§ What you are asked to do
Your task is to filter the entries and copy every line containing the string "Alto".

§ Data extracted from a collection
++++++++
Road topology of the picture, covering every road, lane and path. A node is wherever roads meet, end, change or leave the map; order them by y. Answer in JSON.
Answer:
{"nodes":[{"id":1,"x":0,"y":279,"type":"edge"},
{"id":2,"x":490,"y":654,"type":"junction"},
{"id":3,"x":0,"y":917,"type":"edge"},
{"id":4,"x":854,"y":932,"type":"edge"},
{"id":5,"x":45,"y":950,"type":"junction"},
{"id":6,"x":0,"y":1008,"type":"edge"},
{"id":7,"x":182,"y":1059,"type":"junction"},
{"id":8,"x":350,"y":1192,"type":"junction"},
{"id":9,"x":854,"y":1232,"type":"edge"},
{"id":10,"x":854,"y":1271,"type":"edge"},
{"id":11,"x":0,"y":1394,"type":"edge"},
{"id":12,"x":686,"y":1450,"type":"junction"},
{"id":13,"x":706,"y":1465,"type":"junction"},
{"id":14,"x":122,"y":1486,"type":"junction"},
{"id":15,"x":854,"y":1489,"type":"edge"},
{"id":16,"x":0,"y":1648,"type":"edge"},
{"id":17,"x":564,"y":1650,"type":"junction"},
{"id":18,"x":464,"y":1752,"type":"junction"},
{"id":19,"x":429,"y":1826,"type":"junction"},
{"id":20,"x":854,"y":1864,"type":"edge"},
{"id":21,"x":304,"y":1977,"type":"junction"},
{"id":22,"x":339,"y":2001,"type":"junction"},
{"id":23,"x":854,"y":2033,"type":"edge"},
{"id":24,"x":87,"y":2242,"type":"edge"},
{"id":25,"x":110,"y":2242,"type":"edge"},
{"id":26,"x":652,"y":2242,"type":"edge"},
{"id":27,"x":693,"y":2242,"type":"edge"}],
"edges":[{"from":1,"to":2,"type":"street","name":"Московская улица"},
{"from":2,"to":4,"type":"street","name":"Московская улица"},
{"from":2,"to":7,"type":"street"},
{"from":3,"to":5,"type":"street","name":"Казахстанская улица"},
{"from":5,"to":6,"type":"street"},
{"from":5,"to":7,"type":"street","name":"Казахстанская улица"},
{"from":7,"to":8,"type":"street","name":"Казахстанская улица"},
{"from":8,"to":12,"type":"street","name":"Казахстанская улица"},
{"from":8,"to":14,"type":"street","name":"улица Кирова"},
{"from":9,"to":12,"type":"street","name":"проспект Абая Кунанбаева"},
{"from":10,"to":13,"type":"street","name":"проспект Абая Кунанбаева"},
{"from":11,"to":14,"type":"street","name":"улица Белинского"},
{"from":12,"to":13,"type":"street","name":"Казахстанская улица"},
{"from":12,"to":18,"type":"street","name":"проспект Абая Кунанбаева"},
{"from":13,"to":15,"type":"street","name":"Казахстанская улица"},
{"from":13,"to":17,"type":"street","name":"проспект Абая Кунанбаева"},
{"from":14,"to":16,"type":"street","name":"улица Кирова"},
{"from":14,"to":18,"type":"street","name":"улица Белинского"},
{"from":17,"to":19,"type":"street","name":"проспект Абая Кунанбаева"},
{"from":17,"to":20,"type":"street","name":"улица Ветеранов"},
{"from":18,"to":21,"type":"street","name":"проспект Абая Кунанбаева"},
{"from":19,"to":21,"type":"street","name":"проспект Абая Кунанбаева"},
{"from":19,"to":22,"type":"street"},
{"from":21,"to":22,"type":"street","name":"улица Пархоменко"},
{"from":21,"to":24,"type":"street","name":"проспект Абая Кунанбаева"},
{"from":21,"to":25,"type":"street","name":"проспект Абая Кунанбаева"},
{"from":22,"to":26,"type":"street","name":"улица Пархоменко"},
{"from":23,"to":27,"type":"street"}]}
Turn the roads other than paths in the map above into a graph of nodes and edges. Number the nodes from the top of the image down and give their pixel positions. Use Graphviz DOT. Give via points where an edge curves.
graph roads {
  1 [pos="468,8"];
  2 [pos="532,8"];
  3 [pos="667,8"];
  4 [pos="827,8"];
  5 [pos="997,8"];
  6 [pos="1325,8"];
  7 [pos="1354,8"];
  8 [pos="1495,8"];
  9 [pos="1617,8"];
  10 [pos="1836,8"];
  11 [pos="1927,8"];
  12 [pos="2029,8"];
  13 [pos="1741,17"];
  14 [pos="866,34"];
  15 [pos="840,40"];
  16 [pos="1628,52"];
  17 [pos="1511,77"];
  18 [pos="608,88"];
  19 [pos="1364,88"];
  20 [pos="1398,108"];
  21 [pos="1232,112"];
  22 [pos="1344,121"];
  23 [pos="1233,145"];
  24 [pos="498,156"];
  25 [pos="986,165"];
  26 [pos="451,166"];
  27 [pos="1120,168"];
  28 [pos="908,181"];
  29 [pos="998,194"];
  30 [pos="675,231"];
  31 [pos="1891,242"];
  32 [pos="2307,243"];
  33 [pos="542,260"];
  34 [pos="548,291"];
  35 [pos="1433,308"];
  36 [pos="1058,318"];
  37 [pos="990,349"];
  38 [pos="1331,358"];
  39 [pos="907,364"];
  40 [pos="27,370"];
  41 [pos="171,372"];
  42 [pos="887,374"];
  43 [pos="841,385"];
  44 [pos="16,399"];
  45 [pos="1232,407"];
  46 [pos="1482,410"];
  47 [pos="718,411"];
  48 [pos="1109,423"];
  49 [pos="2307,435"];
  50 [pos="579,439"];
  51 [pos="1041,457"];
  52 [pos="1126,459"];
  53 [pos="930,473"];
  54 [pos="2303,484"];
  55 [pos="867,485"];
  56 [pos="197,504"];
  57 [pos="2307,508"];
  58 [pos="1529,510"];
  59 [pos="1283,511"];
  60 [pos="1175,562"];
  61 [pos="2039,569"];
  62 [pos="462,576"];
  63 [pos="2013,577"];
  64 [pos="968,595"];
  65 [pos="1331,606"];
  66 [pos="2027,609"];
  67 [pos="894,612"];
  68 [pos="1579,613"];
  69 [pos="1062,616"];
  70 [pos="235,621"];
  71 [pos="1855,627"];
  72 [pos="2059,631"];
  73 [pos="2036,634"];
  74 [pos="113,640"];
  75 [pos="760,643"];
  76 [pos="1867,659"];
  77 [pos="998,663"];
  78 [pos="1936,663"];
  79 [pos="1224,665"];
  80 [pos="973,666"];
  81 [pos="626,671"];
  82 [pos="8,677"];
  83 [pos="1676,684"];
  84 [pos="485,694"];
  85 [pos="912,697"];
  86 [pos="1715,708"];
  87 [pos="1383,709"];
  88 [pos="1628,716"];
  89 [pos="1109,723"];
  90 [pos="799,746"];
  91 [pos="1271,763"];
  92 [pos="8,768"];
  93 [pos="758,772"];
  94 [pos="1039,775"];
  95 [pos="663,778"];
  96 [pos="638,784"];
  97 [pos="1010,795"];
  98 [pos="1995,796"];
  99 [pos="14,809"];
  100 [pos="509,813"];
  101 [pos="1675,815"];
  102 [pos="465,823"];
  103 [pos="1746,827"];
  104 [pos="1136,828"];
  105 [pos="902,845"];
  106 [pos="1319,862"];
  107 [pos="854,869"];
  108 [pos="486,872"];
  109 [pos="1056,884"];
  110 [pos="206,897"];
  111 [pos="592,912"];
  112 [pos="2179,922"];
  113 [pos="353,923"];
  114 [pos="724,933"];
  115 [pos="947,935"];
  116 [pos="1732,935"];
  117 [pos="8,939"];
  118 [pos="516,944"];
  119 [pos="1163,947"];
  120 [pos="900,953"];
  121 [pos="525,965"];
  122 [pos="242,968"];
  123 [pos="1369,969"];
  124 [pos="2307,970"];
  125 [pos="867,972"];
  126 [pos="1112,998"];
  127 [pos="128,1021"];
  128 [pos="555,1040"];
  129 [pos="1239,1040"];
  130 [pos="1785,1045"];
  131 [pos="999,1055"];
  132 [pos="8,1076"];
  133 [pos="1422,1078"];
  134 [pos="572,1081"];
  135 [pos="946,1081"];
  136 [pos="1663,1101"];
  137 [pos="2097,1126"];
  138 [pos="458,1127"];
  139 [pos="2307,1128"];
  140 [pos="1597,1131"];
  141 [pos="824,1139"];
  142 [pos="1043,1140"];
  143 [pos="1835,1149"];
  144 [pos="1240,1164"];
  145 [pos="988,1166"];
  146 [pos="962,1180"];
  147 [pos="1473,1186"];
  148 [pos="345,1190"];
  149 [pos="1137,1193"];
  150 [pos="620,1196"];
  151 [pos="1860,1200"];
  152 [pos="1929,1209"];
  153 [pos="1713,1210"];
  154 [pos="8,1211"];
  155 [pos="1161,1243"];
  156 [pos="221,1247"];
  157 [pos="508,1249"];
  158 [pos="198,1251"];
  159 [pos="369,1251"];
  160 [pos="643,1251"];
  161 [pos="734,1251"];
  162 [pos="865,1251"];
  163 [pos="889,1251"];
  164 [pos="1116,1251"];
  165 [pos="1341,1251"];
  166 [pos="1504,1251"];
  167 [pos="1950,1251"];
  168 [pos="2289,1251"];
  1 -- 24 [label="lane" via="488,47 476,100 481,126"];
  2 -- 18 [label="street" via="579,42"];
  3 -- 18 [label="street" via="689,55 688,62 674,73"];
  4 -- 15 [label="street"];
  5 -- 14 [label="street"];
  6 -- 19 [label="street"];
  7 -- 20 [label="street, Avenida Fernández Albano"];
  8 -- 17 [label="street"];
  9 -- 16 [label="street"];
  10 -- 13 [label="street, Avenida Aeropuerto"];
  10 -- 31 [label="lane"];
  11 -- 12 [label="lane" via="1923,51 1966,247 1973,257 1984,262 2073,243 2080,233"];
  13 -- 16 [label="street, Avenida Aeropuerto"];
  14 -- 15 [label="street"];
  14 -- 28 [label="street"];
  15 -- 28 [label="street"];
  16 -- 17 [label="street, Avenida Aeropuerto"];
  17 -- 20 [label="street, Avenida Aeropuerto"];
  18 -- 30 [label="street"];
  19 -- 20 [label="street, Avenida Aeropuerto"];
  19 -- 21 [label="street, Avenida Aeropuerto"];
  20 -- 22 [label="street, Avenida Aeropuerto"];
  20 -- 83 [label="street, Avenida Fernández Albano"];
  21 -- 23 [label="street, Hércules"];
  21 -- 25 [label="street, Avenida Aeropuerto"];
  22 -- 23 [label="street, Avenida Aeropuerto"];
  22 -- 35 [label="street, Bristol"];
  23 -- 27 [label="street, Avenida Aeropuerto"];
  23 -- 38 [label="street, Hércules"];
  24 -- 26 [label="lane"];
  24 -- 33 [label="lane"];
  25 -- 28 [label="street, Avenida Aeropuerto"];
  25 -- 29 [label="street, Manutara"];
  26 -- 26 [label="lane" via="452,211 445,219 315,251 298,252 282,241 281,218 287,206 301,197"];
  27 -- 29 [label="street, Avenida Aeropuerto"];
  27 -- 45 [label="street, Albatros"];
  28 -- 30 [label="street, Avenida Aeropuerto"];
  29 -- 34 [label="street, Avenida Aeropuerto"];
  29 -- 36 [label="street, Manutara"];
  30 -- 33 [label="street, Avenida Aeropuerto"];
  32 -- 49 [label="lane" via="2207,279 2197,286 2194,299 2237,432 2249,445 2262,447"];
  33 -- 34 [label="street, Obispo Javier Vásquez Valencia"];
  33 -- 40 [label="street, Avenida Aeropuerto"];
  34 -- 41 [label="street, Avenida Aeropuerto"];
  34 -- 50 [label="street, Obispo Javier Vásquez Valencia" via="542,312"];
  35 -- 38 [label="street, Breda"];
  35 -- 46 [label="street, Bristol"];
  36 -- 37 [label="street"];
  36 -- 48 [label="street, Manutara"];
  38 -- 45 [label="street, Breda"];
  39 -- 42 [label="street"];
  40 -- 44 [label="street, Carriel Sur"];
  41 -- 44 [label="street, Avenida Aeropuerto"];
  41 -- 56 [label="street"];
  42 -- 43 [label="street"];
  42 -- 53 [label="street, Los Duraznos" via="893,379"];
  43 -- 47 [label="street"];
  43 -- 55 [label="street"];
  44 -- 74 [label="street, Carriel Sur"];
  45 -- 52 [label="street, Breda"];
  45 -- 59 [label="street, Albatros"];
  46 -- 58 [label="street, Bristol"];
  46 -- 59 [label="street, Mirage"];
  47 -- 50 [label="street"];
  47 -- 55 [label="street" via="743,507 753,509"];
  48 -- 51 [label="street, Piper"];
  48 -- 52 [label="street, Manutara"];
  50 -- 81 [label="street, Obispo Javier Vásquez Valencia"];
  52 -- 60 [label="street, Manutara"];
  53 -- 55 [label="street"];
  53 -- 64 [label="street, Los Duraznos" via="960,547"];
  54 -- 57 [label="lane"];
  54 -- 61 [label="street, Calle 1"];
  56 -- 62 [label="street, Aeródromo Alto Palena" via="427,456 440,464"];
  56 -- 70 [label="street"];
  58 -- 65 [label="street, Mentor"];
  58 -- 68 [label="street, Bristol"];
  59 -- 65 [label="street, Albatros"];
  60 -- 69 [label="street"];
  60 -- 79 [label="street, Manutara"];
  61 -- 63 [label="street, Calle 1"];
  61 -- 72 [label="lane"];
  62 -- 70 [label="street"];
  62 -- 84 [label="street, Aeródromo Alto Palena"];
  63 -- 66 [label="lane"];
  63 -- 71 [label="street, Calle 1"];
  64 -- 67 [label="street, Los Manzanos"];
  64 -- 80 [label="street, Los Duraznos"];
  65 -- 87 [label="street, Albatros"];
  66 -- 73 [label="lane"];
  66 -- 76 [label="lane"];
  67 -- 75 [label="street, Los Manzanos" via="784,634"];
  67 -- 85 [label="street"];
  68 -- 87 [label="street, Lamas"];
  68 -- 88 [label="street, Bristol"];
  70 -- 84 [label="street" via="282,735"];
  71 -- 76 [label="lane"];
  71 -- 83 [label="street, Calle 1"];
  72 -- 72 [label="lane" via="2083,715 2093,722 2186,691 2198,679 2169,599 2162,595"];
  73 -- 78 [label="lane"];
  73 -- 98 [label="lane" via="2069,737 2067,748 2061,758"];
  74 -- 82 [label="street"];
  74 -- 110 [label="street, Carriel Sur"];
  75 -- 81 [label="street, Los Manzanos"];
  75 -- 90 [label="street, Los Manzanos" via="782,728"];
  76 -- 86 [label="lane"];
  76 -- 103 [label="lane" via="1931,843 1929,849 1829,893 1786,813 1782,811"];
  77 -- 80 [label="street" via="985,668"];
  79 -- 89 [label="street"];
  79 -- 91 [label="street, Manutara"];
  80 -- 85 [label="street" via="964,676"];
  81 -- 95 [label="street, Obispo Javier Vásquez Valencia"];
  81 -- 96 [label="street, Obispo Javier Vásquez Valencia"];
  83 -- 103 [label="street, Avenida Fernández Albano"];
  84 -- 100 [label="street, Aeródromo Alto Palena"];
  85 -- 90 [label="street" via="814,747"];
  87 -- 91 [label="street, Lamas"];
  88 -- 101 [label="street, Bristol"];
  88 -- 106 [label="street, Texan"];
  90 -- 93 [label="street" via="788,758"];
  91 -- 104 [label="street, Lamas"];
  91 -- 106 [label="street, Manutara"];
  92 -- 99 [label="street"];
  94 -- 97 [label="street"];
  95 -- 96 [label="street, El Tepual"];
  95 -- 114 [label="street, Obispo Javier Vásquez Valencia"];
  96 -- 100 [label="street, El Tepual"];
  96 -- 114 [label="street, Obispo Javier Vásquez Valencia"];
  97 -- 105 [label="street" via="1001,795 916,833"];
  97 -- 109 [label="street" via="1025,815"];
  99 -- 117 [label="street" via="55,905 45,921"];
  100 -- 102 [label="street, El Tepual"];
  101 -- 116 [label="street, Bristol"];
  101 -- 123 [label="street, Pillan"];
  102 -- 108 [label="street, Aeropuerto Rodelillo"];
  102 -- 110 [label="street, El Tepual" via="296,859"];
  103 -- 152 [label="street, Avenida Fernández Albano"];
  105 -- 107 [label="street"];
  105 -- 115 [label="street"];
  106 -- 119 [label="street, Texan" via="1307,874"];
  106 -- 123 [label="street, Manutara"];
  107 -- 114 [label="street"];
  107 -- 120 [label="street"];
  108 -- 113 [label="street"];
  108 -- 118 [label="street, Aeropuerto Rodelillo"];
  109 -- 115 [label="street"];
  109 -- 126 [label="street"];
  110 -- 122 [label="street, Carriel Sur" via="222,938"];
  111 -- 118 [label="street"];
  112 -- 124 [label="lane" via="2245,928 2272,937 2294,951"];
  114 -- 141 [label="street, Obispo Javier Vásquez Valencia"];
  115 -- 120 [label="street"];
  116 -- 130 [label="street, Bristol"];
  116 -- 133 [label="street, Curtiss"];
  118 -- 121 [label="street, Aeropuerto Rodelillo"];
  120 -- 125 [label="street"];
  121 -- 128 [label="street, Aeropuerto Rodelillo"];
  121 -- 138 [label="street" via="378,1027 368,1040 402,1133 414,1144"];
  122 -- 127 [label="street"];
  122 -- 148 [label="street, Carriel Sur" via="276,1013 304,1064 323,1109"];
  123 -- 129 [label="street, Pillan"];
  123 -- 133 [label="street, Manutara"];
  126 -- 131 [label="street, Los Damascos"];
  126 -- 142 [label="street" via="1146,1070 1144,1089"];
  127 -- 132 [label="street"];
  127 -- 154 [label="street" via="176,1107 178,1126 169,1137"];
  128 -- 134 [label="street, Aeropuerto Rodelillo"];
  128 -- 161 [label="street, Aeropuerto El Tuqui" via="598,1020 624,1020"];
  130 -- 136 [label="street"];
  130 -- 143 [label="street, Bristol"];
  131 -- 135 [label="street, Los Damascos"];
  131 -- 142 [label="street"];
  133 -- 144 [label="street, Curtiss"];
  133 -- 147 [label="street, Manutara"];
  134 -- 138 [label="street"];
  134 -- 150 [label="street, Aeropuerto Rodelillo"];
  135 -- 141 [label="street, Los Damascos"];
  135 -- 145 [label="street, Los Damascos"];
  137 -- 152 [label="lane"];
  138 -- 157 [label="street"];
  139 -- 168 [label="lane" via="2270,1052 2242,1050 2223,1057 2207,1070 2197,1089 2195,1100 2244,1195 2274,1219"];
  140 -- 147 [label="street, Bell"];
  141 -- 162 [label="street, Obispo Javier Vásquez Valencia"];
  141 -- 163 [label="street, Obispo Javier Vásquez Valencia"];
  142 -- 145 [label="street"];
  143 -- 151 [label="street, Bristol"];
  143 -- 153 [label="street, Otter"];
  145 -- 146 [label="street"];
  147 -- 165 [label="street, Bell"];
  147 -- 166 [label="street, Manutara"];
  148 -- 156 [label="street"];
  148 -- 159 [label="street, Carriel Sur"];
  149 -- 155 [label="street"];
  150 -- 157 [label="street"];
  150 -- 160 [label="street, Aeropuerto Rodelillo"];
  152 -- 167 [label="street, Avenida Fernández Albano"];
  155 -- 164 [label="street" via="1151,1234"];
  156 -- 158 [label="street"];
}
++++++++
§ Task output
  56 -- 62 [label="street, Aeródromo Alto Palena" via="427,456 440,464"];
  62 -- 84 [label="street, Aeródromo Alto Palena"];
  84 -- 100 [label="street, Aeródromo Alto Palena"];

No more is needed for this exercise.